Enfim, fui conhecer a favela, a princípio acompanhado, pois não seria sensato ir sozinho, como dito, já se passaram 5 meses que moro aqui e vejo como é triste ver e conviver diariamente com notícias sobre a #Violência no Rio de Janeiro. Esse tempo fez com que eu me acostumasse a ver homens empunhando fuzis, metralhadoras, todo o tipo de armamento.

Recentemente, foi veiculado pela imprensa casos de assalto na trilha do Cristo Redentor, um dos principais pontos turísticos, bem como o caso do bebê que foi vítima de bala perdida ainda no ventre da mãe e isto faz com que a Cidade Maravilhosa tenha seus encantos manchados pelo descaso que se encontra a administração pública no quesito #Segurança.

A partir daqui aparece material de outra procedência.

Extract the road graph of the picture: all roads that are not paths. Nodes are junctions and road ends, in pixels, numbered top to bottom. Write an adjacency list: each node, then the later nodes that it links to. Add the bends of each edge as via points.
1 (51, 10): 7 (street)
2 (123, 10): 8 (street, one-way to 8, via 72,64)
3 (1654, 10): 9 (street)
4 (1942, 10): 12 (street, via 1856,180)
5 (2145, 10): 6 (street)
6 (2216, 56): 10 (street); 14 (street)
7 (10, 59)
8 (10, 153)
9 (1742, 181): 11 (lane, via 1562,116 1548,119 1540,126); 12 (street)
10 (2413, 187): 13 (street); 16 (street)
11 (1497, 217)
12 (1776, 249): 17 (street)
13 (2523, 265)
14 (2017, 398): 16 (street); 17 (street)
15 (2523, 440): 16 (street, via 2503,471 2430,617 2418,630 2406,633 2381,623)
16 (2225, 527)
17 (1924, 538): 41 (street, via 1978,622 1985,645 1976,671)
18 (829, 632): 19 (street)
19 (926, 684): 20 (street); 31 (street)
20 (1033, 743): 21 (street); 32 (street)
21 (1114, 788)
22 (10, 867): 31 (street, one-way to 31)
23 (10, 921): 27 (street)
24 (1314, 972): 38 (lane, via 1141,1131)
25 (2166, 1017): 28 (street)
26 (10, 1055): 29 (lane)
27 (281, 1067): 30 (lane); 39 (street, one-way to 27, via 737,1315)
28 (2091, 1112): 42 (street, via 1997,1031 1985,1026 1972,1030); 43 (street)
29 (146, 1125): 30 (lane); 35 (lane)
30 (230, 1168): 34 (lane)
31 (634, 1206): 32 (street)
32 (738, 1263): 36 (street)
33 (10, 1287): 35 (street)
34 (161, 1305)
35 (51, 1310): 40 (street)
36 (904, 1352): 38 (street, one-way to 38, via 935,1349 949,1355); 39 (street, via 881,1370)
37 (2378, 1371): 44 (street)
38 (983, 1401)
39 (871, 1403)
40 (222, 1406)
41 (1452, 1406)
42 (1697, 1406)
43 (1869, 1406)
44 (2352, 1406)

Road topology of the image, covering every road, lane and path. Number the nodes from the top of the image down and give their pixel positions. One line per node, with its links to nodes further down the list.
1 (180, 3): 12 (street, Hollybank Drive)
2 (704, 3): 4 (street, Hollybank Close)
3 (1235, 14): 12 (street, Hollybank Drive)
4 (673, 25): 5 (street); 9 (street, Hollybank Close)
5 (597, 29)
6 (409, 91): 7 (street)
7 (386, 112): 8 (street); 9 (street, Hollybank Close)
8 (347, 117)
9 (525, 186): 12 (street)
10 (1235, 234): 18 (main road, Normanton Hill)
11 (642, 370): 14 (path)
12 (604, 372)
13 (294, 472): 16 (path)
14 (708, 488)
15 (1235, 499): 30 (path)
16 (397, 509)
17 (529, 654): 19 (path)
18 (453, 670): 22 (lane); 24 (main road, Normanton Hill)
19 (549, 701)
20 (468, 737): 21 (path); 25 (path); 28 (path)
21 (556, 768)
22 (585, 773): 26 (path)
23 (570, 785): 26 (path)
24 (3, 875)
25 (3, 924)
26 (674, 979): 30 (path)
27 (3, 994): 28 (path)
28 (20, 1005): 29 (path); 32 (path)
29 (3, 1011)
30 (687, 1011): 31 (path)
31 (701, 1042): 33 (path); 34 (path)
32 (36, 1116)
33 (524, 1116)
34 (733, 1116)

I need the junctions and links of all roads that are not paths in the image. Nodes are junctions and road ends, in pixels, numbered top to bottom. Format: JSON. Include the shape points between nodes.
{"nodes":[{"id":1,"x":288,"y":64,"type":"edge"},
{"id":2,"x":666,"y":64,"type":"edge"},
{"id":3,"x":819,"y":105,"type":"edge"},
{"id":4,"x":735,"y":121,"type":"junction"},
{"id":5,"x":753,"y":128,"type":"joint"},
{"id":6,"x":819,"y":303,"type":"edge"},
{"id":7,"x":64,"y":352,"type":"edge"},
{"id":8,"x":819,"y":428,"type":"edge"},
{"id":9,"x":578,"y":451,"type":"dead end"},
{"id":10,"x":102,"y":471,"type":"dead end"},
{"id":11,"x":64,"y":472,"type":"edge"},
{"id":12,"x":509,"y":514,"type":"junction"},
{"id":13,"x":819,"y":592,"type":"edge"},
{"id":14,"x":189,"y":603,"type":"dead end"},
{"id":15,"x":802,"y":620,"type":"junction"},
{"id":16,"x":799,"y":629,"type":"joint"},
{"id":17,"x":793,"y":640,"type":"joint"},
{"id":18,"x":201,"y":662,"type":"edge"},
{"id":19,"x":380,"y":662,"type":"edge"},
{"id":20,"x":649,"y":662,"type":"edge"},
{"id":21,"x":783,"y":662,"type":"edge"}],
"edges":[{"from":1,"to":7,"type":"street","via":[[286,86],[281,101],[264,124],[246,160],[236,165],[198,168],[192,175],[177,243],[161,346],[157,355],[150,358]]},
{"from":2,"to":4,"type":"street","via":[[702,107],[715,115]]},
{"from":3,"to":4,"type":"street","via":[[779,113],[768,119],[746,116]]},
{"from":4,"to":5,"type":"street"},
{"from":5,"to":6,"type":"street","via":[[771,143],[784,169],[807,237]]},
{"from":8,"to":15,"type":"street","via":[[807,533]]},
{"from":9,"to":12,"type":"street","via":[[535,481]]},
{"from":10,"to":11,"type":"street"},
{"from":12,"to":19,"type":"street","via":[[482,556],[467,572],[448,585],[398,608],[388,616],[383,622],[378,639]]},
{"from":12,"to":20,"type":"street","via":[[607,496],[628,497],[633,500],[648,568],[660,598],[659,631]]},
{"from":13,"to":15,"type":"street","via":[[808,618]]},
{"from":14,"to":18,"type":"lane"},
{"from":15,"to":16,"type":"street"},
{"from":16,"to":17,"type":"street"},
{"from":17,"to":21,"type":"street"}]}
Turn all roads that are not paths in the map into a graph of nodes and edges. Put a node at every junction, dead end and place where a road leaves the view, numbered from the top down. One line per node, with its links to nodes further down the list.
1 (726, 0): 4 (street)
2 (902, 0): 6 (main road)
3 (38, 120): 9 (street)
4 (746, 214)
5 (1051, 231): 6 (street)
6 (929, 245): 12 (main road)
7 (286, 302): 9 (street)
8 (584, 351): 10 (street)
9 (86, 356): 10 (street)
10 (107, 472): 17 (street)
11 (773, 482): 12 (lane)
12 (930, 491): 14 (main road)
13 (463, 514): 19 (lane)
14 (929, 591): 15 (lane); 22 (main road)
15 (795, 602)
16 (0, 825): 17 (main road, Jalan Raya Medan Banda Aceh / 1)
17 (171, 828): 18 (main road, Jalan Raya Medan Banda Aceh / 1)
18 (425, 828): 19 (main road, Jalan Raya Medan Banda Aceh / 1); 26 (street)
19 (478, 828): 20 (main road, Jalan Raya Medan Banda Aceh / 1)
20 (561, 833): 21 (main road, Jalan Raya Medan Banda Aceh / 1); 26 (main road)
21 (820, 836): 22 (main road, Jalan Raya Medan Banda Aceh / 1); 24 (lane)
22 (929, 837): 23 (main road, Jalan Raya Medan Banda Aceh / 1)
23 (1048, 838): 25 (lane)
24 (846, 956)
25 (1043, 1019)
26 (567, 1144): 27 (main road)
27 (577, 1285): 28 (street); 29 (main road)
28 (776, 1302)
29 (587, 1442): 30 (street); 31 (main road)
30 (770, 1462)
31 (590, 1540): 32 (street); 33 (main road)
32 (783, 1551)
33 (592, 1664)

As UPP´s (Unidades de Policia Pacificadora) se resumem a cabines com policiais com pouco armamento cercado por facções altamente bem armadas. A princípio eu não entendia o porquê de a população sempre protestar pela retirada das UPP`s. Dentro de favela dominada pelo tráfico impera o "respeito" ao cidadão. Você não corre o risco de ser assaltado, você tem seus bens preservados, a "lei" é respeitada. Parece incoerente, mas é a realidade que impera nas comunidades. Você corre risco durante todo o tempo quando está sob proteção do Estado, pois até o bandido ao ser preso tenta reverter a culpa para quem o prendeu, já nas comunidades impera a voz dos traficantes. Se roubar, paga-se até com a vida e assim a criminalidade no quesito furto e roubo vai a zero. Nisso, os moradores trocam a visão poluída de homens armados e o tráfico por liberdade de ostentarem seus celulares a qualquer momento do dia ou noite sem correr o risco de o perder. Deixam seus bens ao deus dará sabendo que ninguém cometerá o infortúnio de afanar. Então, tentar remediar com policiamento fraco, onde somente marginaliza ainda mais quem vive em uma determinada localidade, nunca será o ideal de conviver socialmente bem.

Não estou fazendo apologia a permanência do tráfico em qualquer comunidade, mas levando o ponto de vista da realidade que é viver no Rio de Janeiro, o retrato da corrupção em todo o Brasil é latente aqui no Rio de Janeiro, mesmo com o funcionamento de todas as engrenagens que mantém a Cidade Maravilhosa em funcionamento. Enquanto não houver eficiência e eficácia no combate à criminalidade, nada mudará, continuará a se aglomerar bandidos em territórios abandonados, pois mais fácil é abandonar e marginalizar bandidos que eficazmente armados a qualquer momento descerá ao asfalto e tomará aos tiros o direito de qualquer cidadão que pensa estar sob proteção do Estado. Creio não ser necessário expor aqui exemplos disso.